Aim of the task: Lines below that include the word "مرادی" should each be copied.

Record set:
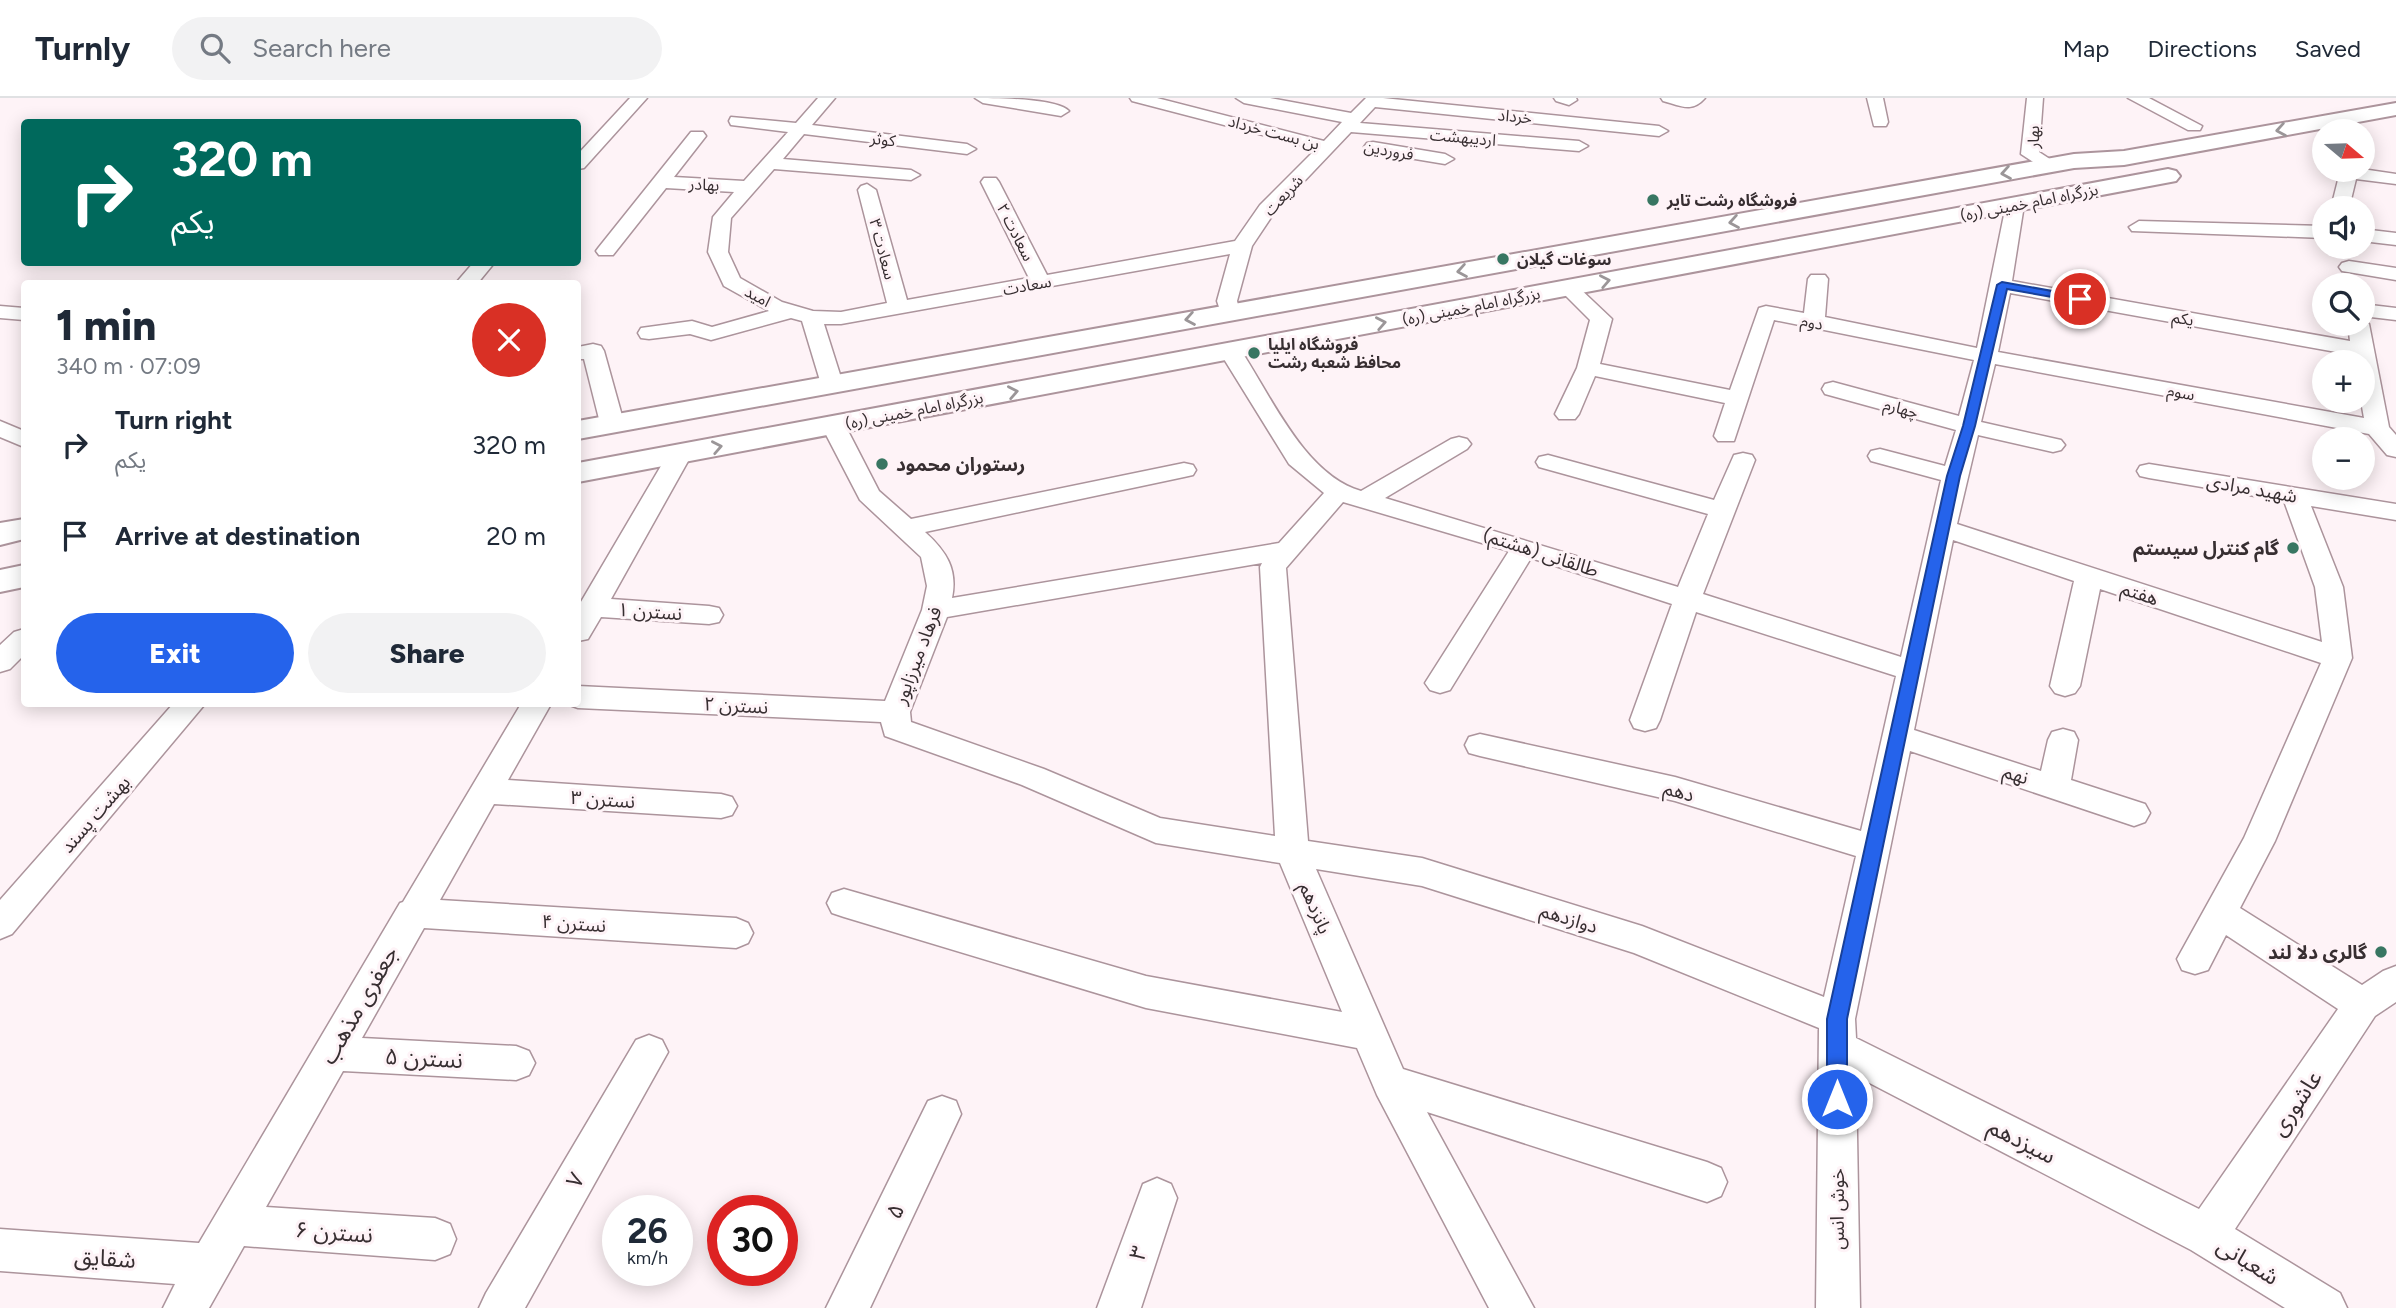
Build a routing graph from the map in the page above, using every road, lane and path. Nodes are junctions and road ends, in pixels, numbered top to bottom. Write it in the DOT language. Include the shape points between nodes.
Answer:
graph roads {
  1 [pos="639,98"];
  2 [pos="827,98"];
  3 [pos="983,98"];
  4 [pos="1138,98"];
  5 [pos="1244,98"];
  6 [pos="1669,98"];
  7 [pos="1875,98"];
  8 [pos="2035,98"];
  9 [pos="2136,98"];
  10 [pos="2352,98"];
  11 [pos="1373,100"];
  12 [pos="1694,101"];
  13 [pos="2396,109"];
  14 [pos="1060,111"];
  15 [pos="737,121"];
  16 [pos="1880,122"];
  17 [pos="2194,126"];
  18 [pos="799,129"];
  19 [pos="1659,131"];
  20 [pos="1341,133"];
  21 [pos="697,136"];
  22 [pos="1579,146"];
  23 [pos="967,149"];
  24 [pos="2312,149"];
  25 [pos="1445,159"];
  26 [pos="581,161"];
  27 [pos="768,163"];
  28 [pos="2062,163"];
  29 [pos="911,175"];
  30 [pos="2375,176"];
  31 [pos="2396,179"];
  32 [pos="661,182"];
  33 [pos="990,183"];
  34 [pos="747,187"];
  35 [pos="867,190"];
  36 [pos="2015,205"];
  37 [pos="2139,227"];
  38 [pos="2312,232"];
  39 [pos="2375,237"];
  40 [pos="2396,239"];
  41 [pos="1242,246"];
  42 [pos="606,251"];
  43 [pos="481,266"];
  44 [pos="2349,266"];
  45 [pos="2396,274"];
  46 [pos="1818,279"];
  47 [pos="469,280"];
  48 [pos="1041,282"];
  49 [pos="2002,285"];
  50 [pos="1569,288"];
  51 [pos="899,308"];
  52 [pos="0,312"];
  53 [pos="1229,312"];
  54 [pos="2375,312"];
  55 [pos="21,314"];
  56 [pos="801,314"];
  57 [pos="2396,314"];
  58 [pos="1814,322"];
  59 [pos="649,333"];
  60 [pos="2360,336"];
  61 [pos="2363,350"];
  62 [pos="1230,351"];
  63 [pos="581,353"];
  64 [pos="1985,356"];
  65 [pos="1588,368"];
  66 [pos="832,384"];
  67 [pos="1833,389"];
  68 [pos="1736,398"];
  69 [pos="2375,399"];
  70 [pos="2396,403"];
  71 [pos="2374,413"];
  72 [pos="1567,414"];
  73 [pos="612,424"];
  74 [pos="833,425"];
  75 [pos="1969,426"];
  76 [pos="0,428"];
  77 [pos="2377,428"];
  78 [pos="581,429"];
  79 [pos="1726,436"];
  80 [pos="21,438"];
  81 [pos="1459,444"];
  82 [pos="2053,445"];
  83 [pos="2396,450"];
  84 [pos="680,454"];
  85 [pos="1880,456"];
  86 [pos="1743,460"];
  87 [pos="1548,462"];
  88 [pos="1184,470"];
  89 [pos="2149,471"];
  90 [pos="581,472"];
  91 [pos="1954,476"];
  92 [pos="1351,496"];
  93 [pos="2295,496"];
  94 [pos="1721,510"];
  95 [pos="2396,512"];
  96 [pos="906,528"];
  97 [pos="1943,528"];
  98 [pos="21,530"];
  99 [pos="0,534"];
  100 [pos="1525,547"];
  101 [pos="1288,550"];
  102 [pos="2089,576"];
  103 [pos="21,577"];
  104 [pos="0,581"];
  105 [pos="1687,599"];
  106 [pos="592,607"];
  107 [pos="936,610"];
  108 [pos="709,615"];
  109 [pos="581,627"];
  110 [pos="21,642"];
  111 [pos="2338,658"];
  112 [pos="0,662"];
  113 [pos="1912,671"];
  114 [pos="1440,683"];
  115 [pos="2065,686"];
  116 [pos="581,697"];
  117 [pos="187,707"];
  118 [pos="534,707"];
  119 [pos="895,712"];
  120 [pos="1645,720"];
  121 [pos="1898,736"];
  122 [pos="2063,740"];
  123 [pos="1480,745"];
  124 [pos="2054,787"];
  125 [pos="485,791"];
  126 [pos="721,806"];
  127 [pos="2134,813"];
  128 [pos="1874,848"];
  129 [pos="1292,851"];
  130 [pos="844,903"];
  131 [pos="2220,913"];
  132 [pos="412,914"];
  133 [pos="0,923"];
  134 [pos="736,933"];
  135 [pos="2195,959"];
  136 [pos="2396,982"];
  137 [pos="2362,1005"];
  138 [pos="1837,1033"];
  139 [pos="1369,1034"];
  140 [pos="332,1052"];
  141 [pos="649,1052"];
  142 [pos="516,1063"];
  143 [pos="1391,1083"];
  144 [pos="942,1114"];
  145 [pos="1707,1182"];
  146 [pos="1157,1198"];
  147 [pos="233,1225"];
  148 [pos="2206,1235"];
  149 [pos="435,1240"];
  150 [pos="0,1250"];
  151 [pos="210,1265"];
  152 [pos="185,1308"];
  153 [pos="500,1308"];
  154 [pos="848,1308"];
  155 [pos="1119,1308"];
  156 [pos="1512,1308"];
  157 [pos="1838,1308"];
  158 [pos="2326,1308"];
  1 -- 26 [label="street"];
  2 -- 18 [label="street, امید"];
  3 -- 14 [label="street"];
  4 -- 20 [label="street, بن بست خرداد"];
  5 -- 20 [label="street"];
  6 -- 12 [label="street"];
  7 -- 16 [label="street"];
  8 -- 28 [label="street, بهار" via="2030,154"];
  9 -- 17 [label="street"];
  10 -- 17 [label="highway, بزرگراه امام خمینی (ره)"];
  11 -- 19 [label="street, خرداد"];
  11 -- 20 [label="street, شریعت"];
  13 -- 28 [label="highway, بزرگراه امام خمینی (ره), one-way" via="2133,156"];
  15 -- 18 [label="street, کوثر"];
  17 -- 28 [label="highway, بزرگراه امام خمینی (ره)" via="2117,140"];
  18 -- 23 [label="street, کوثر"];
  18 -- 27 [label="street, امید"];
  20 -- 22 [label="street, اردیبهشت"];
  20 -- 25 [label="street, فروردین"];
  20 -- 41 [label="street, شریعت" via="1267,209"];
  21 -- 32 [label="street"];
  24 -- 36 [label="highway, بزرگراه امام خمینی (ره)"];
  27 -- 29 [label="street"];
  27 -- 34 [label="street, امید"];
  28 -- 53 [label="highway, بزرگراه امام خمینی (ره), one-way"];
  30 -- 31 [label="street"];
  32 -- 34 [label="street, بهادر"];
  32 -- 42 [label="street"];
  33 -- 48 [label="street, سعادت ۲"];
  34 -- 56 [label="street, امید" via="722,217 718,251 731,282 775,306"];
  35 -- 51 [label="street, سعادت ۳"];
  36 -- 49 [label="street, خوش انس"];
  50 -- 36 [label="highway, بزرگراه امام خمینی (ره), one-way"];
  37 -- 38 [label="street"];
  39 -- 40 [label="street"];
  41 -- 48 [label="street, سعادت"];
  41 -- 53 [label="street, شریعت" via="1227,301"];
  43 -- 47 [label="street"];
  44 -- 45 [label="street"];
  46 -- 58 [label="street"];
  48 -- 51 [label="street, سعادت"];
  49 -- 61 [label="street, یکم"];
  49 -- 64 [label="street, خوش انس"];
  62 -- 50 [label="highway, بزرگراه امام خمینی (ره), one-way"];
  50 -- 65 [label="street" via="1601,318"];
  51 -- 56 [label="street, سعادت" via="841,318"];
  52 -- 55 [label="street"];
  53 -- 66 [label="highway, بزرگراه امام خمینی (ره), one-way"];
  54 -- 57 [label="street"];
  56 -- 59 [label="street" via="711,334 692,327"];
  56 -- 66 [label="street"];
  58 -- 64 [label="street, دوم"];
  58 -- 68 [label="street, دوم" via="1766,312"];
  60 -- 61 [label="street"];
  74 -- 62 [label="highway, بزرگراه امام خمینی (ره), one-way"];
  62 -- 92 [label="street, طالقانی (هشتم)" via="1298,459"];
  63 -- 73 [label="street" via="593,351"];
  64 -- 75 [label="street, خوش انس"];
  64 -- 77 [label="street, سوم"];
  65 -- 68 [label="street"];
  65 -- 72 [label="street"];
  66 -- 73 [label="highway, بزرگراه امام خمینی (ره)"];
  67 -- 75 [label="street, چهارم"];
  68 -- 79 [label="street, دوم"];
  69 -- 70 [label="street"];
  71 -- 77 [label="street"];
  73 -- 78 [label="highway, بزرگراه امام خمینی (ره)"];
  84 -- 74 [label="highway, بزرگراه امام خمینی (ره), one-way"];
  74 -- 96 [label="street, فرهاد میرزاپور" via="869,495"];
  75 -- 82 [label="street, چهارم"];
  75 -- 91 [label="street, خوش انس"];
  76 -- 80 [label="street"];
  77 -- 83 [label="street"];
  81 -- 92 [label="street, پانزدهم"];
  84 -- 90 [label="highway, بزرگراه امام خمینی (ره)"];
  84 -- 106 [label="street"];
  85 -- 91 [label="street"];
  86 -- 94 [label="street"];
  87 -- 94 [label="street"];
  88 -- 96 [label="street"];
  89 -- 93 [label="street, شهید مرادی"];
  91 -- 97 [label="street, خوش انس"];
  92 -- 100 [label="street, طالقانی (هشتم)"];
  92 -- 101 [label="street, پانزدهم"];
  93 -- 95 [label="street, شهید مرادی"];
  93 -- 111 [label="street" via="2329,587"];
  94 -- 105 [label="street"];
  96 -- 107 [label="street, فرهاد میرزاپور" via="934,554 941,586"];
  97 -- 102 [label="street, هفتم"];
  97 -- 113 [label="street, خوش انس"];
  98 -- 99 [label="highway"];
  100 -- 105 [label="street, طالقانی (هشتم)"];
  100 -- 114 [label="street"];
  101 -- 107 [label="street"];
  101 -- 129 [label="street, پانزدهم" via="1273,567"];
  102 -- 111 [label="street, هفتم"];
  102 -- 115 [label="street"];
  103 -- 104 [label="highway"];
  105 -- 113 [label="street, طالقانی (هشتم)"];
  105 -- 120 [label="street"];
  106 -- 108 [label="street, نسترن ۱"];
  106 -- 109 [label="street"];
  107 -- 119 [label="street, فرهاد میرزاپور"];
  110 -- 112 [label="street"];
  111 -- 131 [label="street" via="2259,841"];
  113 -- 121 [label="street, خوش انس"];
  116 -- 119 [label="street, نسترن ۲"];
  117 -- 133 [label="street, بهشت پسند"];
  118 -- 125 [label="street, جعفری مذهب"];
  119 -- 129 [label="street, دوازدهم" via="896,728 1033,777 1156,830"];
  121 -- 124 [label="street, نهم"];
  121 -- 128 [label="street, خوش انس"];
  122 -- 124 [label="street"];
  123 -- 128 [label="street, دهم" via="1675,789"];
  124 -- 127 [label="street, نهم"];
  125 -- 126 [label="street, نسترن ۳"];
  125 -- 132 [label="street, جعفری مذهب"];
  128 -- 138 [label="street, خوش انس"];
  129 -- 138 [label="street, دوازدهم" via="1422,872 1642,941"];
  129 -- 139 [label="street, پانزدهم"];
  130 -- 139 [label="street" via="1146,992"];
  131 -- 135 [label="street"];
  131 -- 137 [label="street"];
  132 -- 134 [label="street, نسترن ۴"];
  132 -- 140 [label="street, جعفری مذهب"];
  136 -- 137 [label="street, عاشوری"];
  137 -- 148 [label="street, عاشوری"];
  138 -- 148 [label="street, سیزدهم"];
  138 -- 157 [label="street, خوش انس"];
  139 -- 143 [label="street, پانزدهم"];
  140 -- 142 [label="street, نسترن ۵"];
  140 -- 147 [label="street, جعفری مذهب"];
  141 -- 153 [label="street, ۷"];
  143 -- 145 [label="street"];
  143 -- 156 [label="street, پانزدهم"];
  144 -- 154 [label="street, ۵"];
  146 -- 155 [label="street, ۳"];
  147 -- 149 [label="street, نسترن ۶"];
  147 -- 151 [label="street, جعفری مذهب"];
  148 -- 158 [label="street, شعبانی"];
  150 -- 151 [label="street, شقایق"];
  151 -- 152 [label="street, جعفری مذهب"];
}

Answer to this exercise:
  89 -- 93 [label="street, شهید مرادی"];
  93 -- 95 [label="street, شهید مرادی"];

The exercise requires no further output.